You are viewing a plain text version of this content. The canonical link for it is here.
Posted to user@spark.apache.org by Chen Song <ch...@gmail.com> on 2014/09/22 18:22:10 UTC
spark time out
I am using Spark 1.1.0 and have seen a lot of Fetch Failures due to the
following exception.
java.io.IOException: sendMessageReliably failed because ack was not
received within 60 sec
at
org.apache.spark.network.ConnectionManager$$anon$5$$anonfun$run$15.apply(ConnectionManager.scala:854)
at
org.apache.spark.network.ConnectionManager$$anon$5$$anonfun$run$15.apply(ConnectionManager.scala:852)
at scala.Option.foreach(Option.scala:236)
at
org.apache.spark.network.ConnectionManager$$anon$5.run(ConnectionManager.scala:852)
at java.util.TimerThread.mainLoop(Timer.java:555)
at java.util.TimerThread.run(Timer.java:505)
I have increased spark.core.connection.ack.wait.timeout to 120 seconds.
Situation is relieved but not too much. I am pretty confident it was not
due to GC on executors. What could be the reason for this?
Chen
Re: spark time out
Posted by Andrew Ash <an...@andrewash.com>.
Hi Chen,
The fetch failures seem to be happening a lot more to people on 1.1.0 --
there's a bug tracking fetch failures at
https://issues.apache.org/jira/browse/SPARK-3633 that might be the same as
what you're seeing. Can you take a peek at that bug and if it matches what
you're observing follow it and vote for it?
There currently seem to be 3 things causing FetchFailures in 1.1:
1) long GCs on an executor (longer than
spark.core.connection.ack.wait.timeout default 60sec)
2) too many files open (hit kernel limits on ulimit -n)

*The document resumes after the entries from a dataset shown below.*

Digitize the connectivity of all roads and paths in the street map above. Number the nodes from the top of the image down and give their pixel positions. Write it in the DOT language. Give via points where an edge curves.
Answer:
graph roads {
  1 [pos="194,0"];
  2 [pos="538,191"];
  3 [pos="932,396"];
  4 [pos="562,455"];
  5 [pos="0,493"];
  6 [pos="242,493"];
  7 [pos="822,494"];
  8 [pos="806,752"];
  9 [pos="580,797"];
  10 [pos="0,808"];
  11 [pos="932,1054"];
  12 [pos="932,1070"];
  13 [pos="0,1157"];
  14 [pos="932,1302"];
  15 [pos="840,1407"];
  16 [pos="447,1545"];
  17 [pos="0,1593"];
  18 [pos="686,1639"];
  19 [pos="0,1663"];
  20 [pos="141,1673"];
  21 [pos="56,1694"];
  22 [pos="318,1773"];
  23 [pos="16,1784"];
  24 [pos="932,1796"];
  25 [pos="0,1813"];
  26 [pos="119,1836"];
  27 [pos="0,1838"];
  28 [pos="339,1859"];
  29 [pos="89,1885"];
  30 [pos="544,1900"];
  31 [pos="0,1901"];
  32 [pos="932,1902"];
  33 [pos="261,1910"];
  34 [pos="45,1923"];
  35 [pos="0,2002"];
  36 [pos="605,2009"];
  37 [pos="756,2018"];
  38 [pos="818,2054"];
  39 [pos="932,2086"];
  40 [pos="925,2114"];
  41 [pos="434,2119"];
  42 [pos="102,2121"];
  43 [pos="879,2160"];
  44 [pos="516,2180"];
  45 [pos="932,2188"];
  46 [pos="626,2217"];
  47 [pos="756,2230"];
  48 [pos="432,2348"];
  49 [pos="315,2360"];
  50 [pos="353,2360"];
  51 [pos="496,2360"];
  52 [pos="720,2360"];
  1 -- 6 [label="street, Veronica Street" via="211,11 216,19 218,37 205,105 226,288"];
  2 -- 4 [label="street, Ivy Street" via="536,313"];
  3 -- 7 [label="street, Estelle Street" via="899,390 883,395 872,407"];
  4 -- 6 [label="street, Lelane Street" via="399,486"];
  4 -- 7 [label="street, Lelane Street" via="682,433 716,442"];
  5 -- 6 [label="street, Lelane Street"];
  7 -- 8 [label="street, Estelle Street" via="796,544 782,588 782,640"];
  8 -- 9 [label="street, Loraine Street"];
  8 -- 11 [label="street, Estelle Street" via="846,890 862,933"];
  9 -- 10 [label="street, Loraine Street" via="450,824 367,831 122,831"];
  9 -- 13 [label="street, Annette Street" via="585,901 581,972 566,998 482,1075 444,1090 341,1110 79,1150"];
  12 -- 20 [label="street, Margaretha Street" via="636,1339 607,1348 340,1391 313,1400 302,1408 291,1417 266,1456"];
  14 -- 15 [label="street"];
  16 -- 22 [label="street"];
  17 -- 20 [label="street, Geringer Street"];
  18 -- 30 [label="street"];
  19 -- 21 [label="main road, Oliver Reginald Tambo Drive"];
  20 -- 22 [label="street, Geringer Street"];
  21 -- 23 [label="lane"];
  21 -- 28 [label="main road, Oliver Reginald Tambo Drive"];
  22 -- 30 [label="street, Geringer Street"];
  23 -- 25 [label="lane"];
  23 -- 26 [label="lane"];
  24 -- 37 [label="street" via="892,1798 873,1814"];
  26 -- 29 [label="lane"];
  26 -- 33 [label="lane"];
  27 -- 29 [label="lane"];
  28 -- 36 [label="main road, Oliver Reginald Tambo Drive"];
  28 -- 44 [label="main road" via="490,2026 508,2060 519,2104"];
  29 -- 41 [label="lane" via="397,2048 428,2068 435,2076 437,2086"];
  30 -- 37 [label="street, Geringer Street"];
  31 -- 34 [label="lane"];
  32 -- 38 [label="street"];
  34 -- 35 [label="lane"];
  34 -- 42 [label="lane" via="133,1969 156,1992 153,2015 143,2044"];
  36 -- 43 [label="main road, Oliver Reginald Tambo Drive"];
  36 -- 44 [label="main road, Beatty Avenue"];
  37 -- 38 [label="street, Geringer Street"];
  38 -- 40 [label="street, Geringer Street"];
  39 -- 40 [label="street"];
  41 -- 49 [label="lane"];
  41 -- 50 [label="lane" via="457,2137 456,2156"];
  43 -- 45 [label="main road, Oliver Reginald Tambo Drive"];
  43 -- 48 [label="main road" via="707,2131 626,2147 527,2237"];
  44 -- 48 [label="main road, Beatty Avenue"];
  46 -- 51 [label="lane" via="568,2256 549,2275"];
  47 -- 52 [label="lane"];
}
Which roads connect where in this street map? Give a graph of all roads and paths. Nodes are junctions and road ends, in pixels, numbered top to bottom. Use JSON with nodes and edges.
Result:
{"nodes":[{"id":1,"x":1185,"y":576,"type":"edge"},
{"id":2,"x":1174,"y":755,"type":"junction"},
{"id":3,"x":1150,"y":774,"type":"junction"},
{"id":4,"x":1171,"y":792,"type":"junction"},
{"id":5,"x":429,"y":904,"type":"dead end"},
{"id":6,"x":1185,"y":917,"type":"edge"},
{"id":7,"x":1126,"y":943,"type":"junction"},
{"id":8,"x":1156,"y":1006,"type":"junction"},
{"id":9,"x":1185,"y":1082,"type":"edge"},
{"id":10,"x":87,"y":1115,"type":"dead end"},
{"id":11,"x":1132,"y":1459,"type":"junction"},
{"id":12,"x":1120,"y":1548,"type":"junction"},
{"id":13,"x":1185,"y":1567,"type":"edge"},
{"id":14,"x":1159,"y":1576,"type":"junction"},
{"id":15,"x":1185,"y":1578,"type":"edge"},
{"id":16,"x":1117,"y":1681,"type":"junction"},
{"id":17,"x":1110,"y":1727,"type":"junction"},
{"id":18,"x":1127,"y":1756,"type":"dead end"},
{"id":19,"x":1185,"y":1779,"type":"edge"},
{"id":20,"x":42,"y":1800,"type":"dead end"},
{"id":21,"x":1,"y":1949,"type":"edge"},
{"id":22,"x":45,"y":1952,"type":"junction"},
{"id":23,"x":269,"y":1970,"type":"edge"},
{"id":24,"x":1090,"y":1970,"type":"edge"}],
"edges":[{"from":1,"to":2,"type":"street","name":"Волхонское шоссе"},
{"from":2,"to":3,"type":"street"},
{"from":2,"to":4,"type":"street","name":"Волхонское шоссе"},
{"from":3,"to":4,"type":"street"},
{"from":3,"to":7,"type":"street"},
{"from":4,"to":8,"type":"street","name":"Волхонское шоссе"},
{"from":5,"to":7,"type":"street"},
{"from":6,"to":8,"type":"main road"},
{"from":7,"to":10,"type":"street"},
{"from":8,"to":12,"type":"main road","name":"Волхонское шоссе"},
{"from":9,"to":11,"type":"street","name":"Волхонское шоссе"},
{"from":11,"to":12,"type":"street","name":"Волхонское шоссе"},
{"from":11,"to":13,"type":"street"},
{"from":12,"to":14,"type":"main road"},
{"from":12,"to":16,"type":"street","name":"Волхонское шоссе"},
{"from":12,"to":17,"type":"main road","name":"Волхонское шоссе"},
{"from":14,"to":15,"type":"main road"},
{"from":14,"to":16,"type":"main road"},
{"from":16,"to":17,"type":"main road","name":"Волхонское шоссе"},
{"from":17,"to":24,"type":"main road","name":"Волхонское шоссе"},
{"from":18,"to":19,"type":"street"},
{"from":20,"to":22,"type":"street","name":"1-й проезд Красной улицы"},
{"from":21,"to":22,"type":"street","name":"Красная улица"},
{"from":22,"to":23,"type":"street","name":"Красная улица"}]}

3) some undetermined issue being tracked on that ticket
Hope that helps!
Andrew
On Tue, Sep 23, 2014 at 11:14 AM, Chen Song <ch...@gmail.com> wrote:
> I am running the job on 500 executors, each with 8G and 1 core.
>
> See lots of fetch failures on reduce stage, when running a simple
> reduceByKey
>
> map tasks -> 4000
> reduce tasks -> 200
>
>
>
> On Mon, Sep 22, 2014 at 12:22 PM, Chen Song <ch...@gmail.com>
> wrote:
>
>> I am using Spark 1.1.0 and have seen a lot of Fetch Failures due to the
>> following exception.
>>
>> java.io.IOException: sendMessageReliably failed because ack was not
>> received within 60 sec
>> at
>> org.apache.spark.network.ConnectionManager$$anon$5$$anonfun$run$15.apply(ConnectionManager.scala:854)
>> at
>> org.apache.spark.network.ConnectionManager$$anon$5$$anonfun$run$15.apply(ConnectionManager.scala:852)
>> at scala.Option.foreach(Option.scala:236)
>> at
>> org.apache.spark.network.ConnectionManager$$anon$5.run(ConnectionManager.scala:852)
>> at java.util.TimerThread.mainLoop(Timer.java:555)
>> at java.util.TimerThread.run(Timer.java:505)
>>
>> I have increased spark.core.connection.ack.wait.timeout to 120 seconds.
>> Situation is relieved but not too much. I am pretty confident it was not
>> due to GC on executors. What could be the reason for this?
>>
>> Chen
>>
>
>
>
> --
> Chen Song
>
>
Re: spark time out
Posted by Chen Song <ch...@gmail.com>.
I am running the job on 500 executors, each with 8G and 1 core.
See lots of fetch failures on reduce stage, when running a simple
reduceByKey
map tasks -> 4000
reduce tasks -> 200
On Mon, Sep 22, 2014 at 12:22 PM, Chen Song <ch...@gmail.com> wrote:
> I am using Spark 1.1.0 and have seen a lot of Fetch Failures due to the
> following exception.
>
> java.io.IOException: sendMessageReliably failed because ack was not
> received within 60 sec
> at
> org.apache.spark.network.ConnectionManager$$anon$5$$anonfun$run$15.apply(ConnectionManager.scala:854)
> at
> org.apache.spark.network.ConnectionManager$$anon$5$$anonfun$run$15.apply(ConnectionManager.scala:852)
> at scala.Option.foreach(Option.scala:236)
> at
> org.apache.spark.network.ConnectionManager$$anon$5.run(ConnectionManager.scala:852)
> at java.util.TimerThread.mainLoop(Timer.java:555)
> at java.util.TimerThread.run(Timer.java:505)
>
> I have increased spark.core.connection.ack.wait.timeout to 120 seconds.
> Situation is relieved but not too much. I am pretty confident it was not
> due to GC on executors. What could be the reason for this?
>
> Chen
>
--
Chen Song